- Task goal -
The expected output is each entry, given again exactly.

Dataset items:
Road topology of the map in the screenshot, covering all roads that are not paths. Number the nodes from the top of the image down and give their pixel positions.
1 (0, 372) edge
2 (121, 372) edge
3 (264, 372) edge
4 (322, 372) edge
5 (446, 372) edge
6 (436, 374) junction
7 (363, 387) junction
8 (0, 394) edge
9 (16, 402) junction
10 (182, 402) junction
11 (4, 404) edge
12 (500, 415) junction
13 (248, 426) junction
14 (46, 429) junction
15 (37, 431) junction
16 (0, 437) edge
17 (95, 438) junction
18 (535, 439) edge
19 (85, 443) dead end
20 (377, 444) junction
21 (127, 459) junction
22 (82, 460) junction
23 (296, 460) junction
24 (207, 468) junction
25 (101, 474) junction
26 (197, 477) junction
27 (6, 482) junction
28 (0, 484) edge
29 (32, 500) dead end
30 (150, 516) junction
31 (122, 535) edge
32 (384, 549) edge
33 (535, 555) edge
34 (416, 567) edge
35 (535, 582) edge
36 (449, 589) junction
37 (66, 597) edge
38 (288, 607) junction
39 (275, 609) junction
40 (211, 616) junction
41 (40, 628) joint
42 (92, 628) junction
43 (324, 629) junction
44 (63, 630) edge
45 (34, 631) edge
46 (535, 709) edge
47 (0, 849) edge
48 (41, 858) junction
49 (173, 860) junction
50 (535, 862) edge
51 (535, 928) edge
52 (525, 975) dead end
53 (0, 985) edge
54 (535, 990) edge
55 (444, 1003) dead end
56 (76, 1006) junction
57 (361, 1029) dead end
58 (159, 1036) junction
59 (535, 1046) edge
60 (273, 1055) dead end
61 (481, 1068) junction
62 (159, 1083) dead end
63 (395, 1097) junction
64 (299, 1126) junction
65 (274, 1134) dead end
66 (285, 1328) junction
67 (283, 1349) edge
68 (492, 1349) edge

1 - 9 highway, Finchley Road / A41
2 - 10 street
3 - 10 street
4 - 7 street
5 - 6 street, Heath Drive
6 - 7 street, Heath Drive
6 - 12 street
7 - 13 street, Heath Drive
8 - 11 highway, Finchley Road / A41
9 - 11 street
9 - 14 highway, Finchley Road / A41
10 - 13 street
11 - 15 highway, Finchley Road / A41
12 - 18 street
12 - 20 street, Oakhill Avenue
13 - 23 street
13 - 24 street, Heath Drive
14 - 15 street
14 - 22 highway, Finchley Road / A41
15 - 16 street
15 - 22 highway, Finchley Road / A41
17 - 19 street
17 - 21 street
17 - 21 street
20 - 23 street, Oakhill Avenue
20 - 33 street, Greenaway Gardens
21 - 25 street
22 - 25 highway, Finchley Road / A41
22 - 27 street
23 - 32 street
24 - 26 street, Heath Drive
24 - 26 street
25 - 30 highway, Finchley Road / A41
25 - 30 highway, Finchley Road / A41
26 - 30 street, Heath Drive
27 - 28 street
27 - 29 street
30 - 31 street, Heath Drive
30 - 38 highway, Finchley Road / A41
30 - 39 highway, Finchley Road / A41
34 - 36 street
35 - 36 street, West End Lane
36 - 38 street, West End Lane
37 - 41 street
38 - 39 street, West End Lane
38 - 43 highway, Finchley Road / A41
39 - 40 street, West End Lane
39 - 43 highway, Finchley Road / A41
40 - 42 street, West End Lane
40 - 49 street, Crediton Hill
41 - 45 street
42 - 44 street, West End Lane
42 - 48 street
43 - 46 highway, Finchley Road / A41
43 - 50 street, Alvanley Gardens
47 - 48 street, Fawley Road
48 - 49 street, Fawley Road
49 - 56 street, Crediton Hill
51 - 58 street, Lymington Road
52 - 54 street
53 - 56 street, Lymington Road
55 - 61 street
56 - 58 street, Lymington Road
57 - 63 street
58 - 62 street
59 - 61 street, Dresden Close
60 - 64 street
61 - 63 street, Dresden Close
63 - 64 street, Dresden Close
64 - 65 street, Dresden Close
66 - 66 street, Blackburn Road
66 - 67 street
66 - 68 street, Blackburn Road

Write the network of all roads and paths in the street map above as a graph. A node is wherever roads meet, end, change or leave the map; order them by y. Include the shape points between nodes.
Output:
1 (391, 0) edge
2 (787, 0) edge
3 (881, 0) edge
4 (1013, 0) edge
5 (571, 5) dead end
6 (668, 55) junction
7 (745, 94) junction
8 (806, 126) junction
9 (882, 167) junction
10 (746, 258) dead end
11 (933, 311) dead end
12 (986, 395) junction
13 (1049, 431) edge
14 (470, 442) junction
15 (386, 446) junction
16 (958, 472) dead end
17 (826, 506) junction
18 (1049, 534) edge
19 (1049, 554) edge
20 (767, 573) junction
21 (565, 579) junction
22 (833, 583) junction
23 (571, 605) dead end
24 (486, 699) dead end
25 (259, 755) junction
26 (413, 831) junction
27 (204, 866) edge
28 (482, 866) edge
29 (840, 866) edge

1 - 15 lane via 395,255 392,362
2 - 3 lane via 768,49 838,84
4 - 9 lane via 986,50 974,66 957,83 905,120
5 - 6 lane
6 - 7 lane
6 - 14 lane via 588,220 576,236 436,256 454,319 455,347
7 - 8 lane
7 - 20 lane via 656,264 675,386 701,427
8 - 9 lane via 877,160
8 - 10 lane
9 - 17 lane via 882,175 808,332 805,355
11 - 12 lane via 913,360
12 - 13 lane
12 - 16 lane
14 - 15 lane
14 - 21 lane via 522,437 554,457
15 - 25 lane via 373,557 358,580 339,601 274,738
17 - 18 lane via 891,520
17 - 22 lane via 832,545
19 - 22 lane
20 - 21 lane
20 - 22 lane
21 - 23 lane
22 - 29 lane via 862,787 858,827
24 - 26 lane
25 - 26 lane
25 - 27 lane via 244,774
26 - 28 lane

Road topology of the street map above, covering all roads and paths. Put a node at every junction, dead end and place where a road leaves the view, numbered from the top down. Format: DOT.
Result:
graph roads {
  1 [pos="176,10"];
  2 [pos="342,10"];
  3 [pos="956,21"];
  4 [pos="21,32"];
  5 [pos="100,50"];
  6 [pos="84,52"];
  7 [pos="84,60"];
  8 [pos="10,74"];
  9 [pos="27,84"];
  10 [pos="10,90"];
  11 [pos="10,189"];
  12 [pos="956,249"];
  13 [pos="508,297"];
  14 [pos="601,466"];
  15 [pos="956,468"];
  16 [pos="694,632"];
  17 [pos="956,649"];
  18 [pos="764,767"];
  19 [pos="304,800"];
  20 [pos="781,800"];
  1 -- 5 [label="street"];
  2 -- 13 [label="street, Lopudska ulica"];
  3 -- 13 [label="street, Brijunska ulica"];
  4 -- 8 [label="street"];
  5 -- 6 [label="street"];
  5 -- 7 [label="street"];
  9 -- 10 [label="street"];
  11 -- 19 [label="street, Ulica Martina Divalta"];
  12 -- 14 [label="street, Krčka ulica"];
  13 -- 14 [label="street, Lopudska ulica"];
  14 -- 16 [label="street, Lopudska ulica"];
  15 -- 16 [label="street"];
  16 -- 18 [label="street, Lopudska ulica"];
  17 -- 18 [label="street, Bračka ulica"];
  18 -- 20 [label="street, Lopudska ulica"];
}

- Problem solution -
Road topology of the map in the screenshot, covering all roads that are not paths. Number the nodes from the top of the image down and give their pixel positions.
1 (0, 372) edge
2 (121, 372) edge
3 (264, 372) edge
4 (322, 372) edge
5 (446, 372) edge
6 (436, 374) junction
7 (363, 387) junction
8 (0, 394) edge
9 (16, 402) junction
10 (182, 402) junction
11 (4, 404) edge
12 (500, 415) junction
13 (248, 426) junction
14 (46, 429) junction
15 (37, 431) junction
16 (0, 437) edge
17 (95, 438) junction
18 (535, 439) edge
19 (85, 443) dead end
20 (377, 444) junction
21 (127, 459) junction
22 (82, 460) junction
23 (296, 460) junction
24 (207, 468) junction
25 (101, 474) junction
26 (197, 477) junction
27 (6, 482) junction
28 (0, 484) edge
29 (32, 500) dead end
30 (150, 516) junction
31 (122, 535) edge
32 (384, 549) edge
33 (535, 555) edge
34 (416, 567) edge
35 (535, 582) edge
36 (449, 589) junction
37 (66, 597) edge
38 (288, 607) junction
39 (275, 609) junction
40 (211, 616) junction
41 (40, 628) joint
42 (92, 628) junction
43 (324, 629) junction
44 (63, 630) edge
45 (34, 631) edge
46 (535, 709) edge
47 (0, 849) edge
48 (41, 858) junction
49 (173, 860) junction
50 (535, 862) edge
51 (535, 928) edge
52 (525, 975) dead end
53 (0, 985) edge
54 (535, 990) edge
55 (444, 1003) dead end
56 (76, 1006) junction
57 (361, 1029) dead end
58 (159, 1036) junction
59 (535, 1046) edge
60 (273, 1055) dead end
61 (481, 1068) junction
62 (159, 1083) dead end
63 (395, 1097) junction
64 (299, 1126) junction
65 (274, 1134) dead end
66 (285, 1328) junction
67 (283, 1349) edge
68 (492, 1349) edge

1 - 9 highway, Finchley Road / A41
2 - 10 street
3 - 10 street
4 - 7 street
5 - 6 street, Heath Drive
6 - 7 street, Heath Drive
6 - 12 street
7 - 13 street, Heath Drive
8 - 11 highway, Finchley Road / A41
9 - 11 street
9 - 14 highway, Finchley Road / A41
10 - 13 street
11 - 15 highway, Finchley Road / A41
12 - 18 street
12 - 20 street, Oakhill Avenue
13 - 23 street
13 - 24 street, Heath Drive
14 - 15 street
14 - 22 highway, Finchley Road / A41
15 - 16 street
15 - 22 highway, Finchley Road / A41
17 - 19 street
17 - 21 street
17 - 21 street
20 - 23 street, Oakhill Avenue
20 - 33 street, Greenaway Gardens
21 - 25 street
22 - 25 highway, Finchley Road / A41
22 - 27 street
23 - 32 street
24 - 26 street, Heath Drive
24 - 26 street
25 - 30 highway, Finchley Road / A41
25 - 30 highway, Finchley Road / A41
26 - 30 street, Heath Drive
27 - 28 street
27 - 29 street
30 - 31 street, Heath Drive
30 - 38 highway, Finchley Road / A41
30 - 39 highway, Finchley Road / A41
34 - 36 street
35 - 36 street, West End Lane
36 - 38 street, West End Lane
37 - 41 street
38 - 39 street, West End Lane
38 - 43 highway, Finchley Road / A41
39 - 40 street, West End Lane
39 - 43 highway, Finchley Road / A41
40 - 42 street, West End Lane
40 - 49 street, Crediton Hill
41 - 45 street
42 - 44 street, West End Lane
42 - 48 street
43 - 46 highway, Finchley Road / A41
43 - 50 street, Alvanley Gardens
47 - 48 street, Fawley Road
48 - 49 street, Fawley Road
49 - 56 street, Crediton Hill
51 - 58 street, Lymington Road
52 - 54 street
53 - 56 street, Lymington Road
55 - 61 street
56 - 58 street, Lymington Road
57 - 63 street
58 - 62 street
59 - 61 street, Dresden Close
60 - 64 street
61 - 63 street, Dresden Close
63 - 64 street, Dresden Close
64 - 65 street, Dresden Close
66 - 66 street, Blackburn Road
66 - 67 street
66 - 68 street, Blackburn Road

Write the network of all roads and paths in the street map above as a graph. A node is wherever roads meet, end, change or leave the map; order them by y. Include the shape points between nodes.
Output:
1 (391, 0) edge
2 (787, 0) edge
3 (881, 0) edge
4 (1013, 0) edge
5 (571, 5) dead end
6 (668, 55) junction
7 (745, 94) junction
8 (806, 126) junction
9 (882, 167) junction
10 (746, 258) dead end
11 (933, 311) dead end
12 (986, 395) junction
13 (1049, 431) edge
14 (470, 442) junction
15 (386, 446) junction
16 (958, 472) dead end
17 (826, 506) junction
18 (1049, 534) edge
19 (1049, 554) edge
20 (767, 573) junction
21 (565, 579) junction
22 (833, 583) junction
23 (571, 605) dead end
24 (486, 699) dead end
25 (259, 755) junction
26 (413, 831) junction
27 (204, 866) edge
28 (482, 866) edge
29 (840, 866) edge

1 - 15 lane via 395,255 392,362
2 - 3 lane via 768,49 838,84
4 - 9 lane via 986,50 974,66 957,83 905,120
5 - 6 lane
6 - 7 lane
6 - 14 lane via 588,220 576,236 436,256 454,319 455,347
7 - 8 lane
7 - 20 lane via 656,264 675,386 701,427
8 - 9 lane via 877,160
8 - 10 lane
9 - 17 lane via 882,175 808,332 805,355
11 - 12 lane via 913,360
12 - 13 lane
12 - 16 lane
14 - 15 lane
14 - 21 lane via 522,437 554,457
15 - 25 lane via 373,557 358,580 339,601 274,738
17 - 18 lane via 891,520
17 - 22 lane via 832,545
19 - 22 lane
20 - 21 lane
20 - 22 lane
21 - 23 lane
22 - 29 lane via 862,787 858,827
24 - 26 lane
25 - 26 lane
25 - 27 lane via 244,774
26 - 28 lane

Road topology of the street map above, covering all roads and paths. Put a node at every junction, dead end and place where a road leaves the view, numbered from the top down. Format: DOT.
Result:
graph roads {
  1 [pos="176,10"];
  2 [pos="342,10"];
  3 [pos="956,21"];
  4 [pos="21,32"];
  5 [pos="100,50"];
  6 [pos="84,52"];
  7 [pos="84,60"];
  8 [pos="10,74"];
  9 [pos="27,84"];
  10 [pos="10,90"];
  11 [pos="10,189"];
  12 [pos="956,249"];
  13 [pos="508,297"];
  14 [pos="601,466"];
  15 [pos="956,468"];
  16 [pos="694,632"];
  17 [pos="956,649"];
  18 [pos="764,767"];
  19 [pos="304,800"];
  20 [pos="781,800"];
  1 -- 5 [label="street"];
  2 -- 13 [label="street, Lopudska ulica"];
  3 -- 13 [label="street, Brijunska ulica"];
  4 -- 8 [label="street"];
  5 -- 6 [label="street"];
  5 -- 7 [label="street"];
  9 -- 10 [label="street"];
  11 -- 19 [label="street, Ulica Martina Divalta"];
  12 -- 14 [label="street, Krčka ulica"];
  13 -- 14 [label="street, Lopudska ulica"];
  14 -- 16 [label="street, Lopudska ulica"];
  15 -- 16 [label="street"];
  16 -- 18 [label="street, Lopudska ulica"];
  17 -- 18 [label="street, Bračka ulica"];
  18 -- 20 [label="street, Lopudska ulica"];
}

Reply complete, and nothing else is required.